Collected data entries
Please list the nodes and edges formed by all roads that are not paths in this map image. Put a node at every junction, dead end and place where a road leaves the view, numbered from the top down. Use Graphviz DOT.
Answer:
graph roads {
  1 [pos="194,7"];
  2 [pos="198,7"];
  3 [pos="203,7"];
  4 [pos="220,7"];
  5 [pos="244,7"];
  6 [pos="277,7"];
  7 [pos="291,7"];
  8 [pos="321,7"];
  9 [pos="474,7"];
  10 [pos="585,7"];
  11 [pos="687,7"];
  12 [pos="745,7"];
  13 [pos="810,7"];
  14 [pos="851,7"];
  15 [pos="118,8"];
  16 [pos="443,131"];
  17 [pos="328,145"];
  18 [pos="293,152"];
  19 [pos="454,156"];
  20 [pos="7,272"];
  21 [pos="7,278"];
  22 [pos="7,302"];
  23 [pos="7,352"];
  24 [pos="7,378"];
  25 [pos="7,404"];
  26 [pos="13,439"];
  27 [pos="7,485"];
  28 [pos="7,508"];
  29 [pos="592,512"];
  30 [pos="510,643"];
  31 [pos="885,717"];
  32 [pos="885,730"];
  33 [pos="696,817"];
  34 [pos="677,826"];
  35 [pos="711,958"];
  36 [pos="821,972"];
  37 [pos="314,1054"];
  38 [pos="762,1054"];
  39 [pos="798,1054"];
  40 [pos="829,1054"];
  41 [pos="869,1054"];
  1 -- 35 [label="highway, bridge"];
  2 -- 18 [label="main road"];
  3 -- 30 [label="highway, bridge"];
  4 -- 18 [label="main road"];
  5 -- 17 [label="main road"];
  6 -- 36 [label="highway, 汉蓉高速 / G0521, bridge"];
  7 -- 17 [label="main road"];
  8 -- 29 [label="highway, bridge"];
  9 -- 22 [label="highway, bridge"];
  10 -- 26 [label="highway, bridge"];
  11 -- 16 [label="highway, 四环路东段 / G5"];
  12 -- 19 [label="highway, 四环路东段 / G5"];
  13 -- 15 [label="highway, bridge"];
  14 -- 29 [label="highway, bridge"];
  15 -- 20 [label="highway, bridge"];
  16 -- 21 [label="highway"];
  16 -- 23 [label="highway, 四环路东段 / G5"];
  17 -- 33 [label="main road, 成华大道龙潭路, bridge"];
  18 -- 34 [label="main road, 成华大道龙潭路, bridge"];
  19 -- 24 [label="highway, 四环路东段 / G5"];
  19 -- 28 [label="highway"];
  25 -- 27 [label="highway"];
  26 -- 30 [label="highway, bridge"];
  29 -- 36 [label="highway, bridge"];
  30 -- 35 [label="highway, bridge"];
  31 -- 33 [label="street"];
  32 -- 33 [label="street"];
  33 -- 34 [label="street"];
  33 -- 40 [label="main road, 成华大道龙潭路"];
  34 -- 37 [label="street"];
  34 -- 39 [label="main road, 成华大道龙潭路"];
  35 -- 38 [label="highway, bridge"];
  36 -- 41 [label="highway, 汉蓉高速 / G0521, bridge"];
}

Brief:
Looking at the records above, say how many of their lines include the word "汉蓉高速", with no other words.

Answer:
2